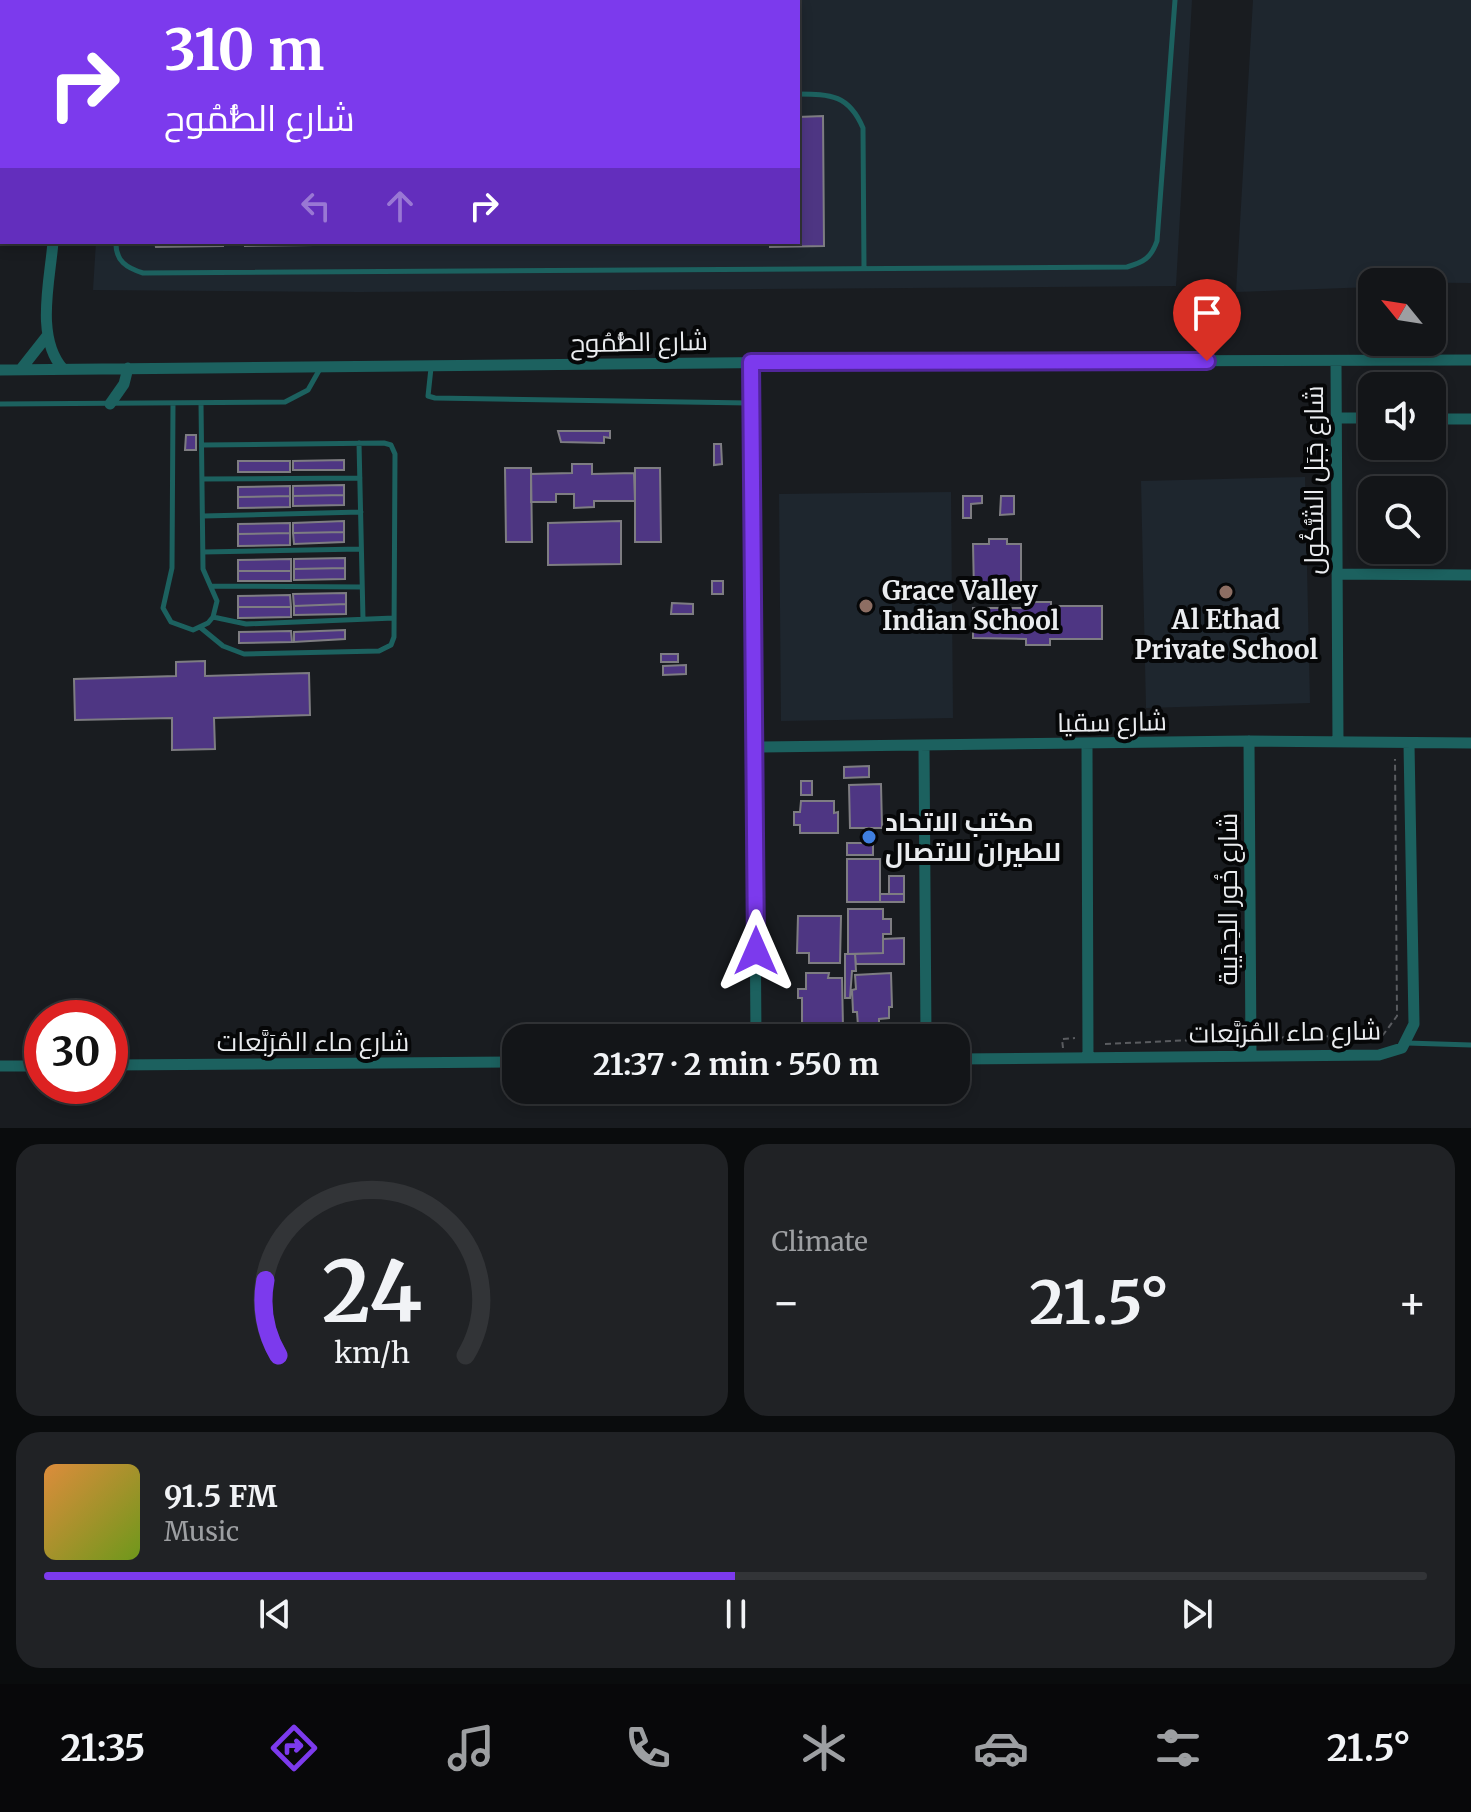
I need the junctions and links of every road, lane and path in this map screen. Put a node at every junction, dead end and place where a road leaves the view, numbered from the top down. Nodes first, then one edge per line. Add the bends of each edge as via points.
1 (1175, 0) edge
2 (800, 94) edge
3 (53, 244) edge
4 (116, 244) edge
5 (864, 268) junction
6 (47, 336) junction
7 (1471, 360) edge
8 (751, 362) junction
9 (1336, 362) junction
10 (321, 367) junction
11 (431, 367) junction
12 (128, 368) junction
13 (21, 369) junction
14 (63, 369) junction
15 (0, 370) edge
16 (201, 403) junction
17 (750, 403) junction
18 (0, 404) edge
19 (110, 404) junction
20 (173, 404) junction
21 (1337, 418) junction
22 (1358, 418) edge
23 (1446, 419) edge
24 (1471, 419) edge
25 (359, 443) junction
26 (202, 445) junction
27 (360, 478) junction
28 (202, 479) junction
29 (361, 512) junction
30 (203, 516) junction
31 (361, 549) junction
32 (203, 552) junction
33 (1337, 574) junction
34 (1471, 575) edge
35 (212, 586) junction
36 (362, 587) junction
37 (213, 617) junction
38 (394, 618) junction
39 (363, 619) junction
40 (201, 628) junction
41 (1249, 741) junction
42 (1338, 741) junction
43 (1471, 743) edge
44 (1409, 744) junction
45 (1087, 745) junction
46 (754, 747) junction
47 (924, 747) junction
48 (1409, 759) junction
49 (756, 1024) edge
50 (926, 1024) edge
51 (1251, 1038) junction
52 (1406, 1043) junction
53 (1105, 1044) dead end
54 (1471, 1045) edge
55 (1251, 1056) junction
56 (1088, 1057) junction
57 (970, 1059) edge
58 (502, 1062) edge
59 (128, 1065) edge
60 (0, 1066) edge
61 (24, 1066) edge

1 - 5 lane via 1157,241 1144,262 1127,267
2 - 5 lane via 844,101 856,111 863,128
3 - 6 street
4 - 5 lane via 120,260 143,273
6 - 13 street
6 - 14 street
7 - 9 street, شارع الطُّمُوح
8 - 9 street, شارع الطُّمُوح
8 - 11 street, شارع الطُّمُوح
8 - 17 street
9 - 21 street, شارع جَبَل الشُّكُول
10 - 11 street, شارع الطُّمُوح
10 - 12 street, شارع الطُّمُوح
10 - 16 lane via 308,390 285,402
11 - 17 lane via 428,396 435,398
12 - 14 street, شارع الطُّمُوح
12 - 19 street
13 - 14 street, شارع الطُّمُوح
13 - 15 street, شارع الطُّمُوح
16 - 20 lane
16 - 26 lane
17 - 46 street
18 - 19 lane
19 - 20 lane
20 - 40 lane via 172,568 163,608 177,627
21 - 22 street
21 - 33 street, شارع جَبَل الشُّكُول
23 - 24 street
25 - 26 lane
25 - 27 lane
25 - 38 lane via 388,443 394,451
26 - 28 lane
27 - 28 lane
27 - 29 lane
28 - 30 lane
29 - 30 lane
29 - 31 lane
30 - 32 lane
31 - 32 lane
31 - 36 lane
32 - 35 lane via 203,569
33 - 34 street
33 - 42 street, شارع جَبَل الشُّكُول
35 - 36 lane
35 - 37 lane via 217,601
36 - 39 lane
37 - 39 lane via 246,624
37 - 40 lane
38 - 39 lane
38 - 40 lane via 393,641 379,651 244,654 223,646
41 - 42 street, شارع سقيا
41 - 45 street, شارع سقيا
41 - 51 street, شارع خُور الحِدَيبة
42 - 44 street, شارع سقيا
43 - 44 street, شارع سقيا
44 - 48 street, شارع ماء المُرَبَّعات
45 - 47 street, شارع سقيا
45 - 56 street
46 - 47 street, شارع سقيا
46 - 49 street
47 - 50 street
48 - 51 path via 1395,759 1397,1016 1383,1035
48 - 52 street, شارع ماء المُرَبَّعات via 1414,1024
51 - 53 path
51 - 55 street, شارع خُور الحِدَيبة
52 - 54 lane
52 - 55 street, شارع ماء المُرَبَّعات via 1387,1054
55 - 56 street, شارع ماء المُرَبَّعات
56 - 57 street, شارع ماء المُرَبَّعات
58 - 59 street, شارع ماء المُرَبَّعات
60 - 61 street

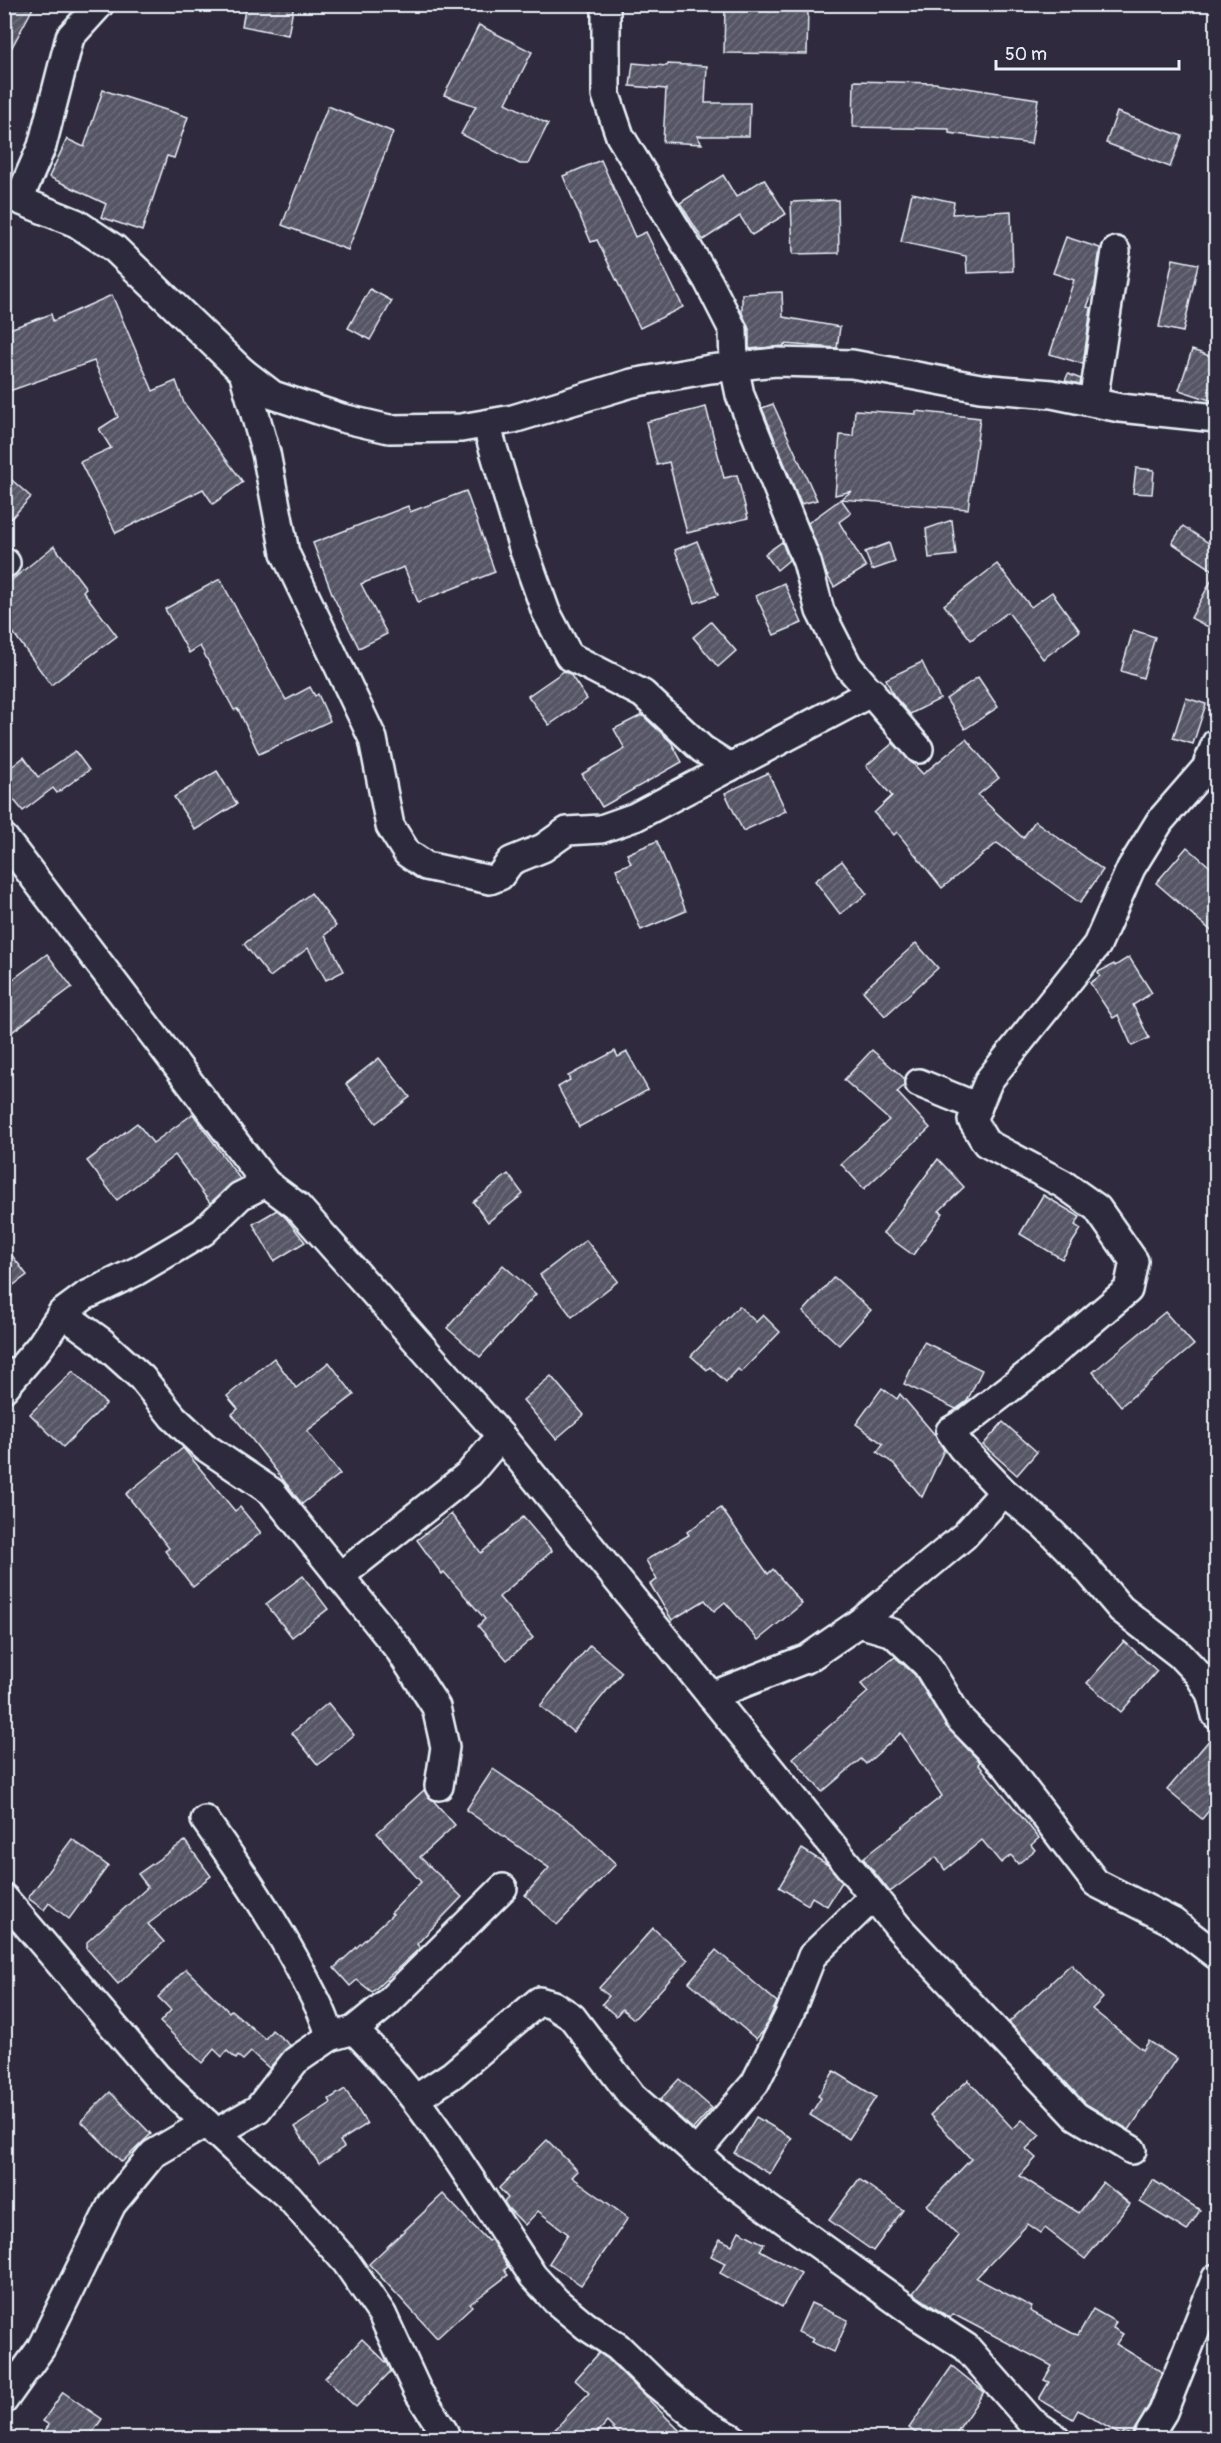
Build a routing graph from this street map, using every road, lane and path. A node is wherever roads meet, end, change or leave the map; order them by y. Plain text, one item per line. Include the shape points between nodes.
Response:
1 (100, 4) edge
2 (606, 4) edge
3 (11, 196) edge
4 (1116, 251) dead end
5 (734, 366) junction
6 (243, 372) junction
7 (1093, 402) junction
8 (1216, 418) edge
9 (486, 424) junction
10 (873, 692) junction
11 (1216, 743) edge
12 (919, 749) dead end
13 (730, 767) junction
14 (4, 838) edge
15 (919, 1083) dead end
16 (978, 1107) junction
17 (266, 1183) junction
18 (62, 1313) junction
19 (4, 1388) edge
20 (501, 1436) junction
21 (1005, 1492) junction
22 (339, 1577) junction
23 (859, 1623) junction
24 (711, 1696) junction
25 (1216, 1715) edge
26 (439, 1786) dead end
27 (205, 1820) dead end
28 (503, 1888) dead end
29 (873, 1897) junction
30 (4, 1898) edge
31 (1216, 1955) edge
32 (342, 2033) junction
33 (416, 2099) junction
34 (211, 2128) junction
35 (1132, 2150) dead end
36 (696, 2152) junction
37 (1216, 2278) edge
38 (4, 2400) edge
39 (444, 2432) dead end
40 (732, 2439) edge
41 (1056, 2439) edge
42 (1147, 2439) edge

1 - 3 street via 70,38 42,146
2 - 5 street via 606,95 620,136 708,281 733,330
3 - 6 street via 76,223 114,248
4 - 7 street
5 - 7 street via 776,362 852,364 980,388 1052,393
5 - 9 street via 632,383
5 - 10 street via 740,395 807,561 820,611 848,666
6 - 9 street via 273,395 389,429
6 - 13 street via 266,453 285,553 373,739 390,826 407,853 426,866 490,880 500,876 511,861 543,848 567,831 601,829 635,817
7 - 8 street
9 - 13 street via 523,548 546,612 569,656 643,694 702,749
10 - 12 street
10 - 13 street
11 - 16 street via 1206,768 1160,821 1131,868 1097,945 989,1080
14 - 17 street
15 - 16 street
16 - 21 street via 972,1120 986,1143 1063,1184 1097,1208 1134,1261 1128,1290 1022,1379 950,1431
17 - 18 street via 240,1196 203,1233 85,1296
17 - 20 street via 297,1206
18 - 19 street
18 - 22 street via 142,1377 205,1447 272,1492
20 - 22 street via 469,1474
20 - 24 street
21 - 23 street via 964,1536
21 - 25 street via 1058,1540 1121,1610 1179,1654 1198,1674
22 - 26 street via 400,1651 436,1707 445,1747
23 - 24 street via 808,1658
23 - 31 street via 893,1632 927,1665 958,1718 1007,1767 1096,1883 1173,1922
24 - 29 street
27 - 32 street via 260,1900 325,2018
28 - 32 street via 387,2003
29 - 35 street via 1076,2116
29 - 36 street via 812,1956 789,2015 755,2083
30 - 34 street via 158,2077
32 - 33 street via 385,2061
32 - 34 street via 295,2061 258,2109
33 - 36 street via 452,2075 539,2001 572,2017 632,2096
33 - 40 street via 533,2276 556,2301 618,2347 655,2384 703,2422
34 - 38 street via 153,2154 112,2204 41,2348
34 - 39 street via 288,2196 346,2262 382,2314 417,2390
36 - 41 street via 789,2225 966,2347 1031,2421
37 - 42 street via 1163,2412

# [Your goal]
Using the data above, report the number of lines that contain the string "سقيا", and only that number.

# [Written response]
6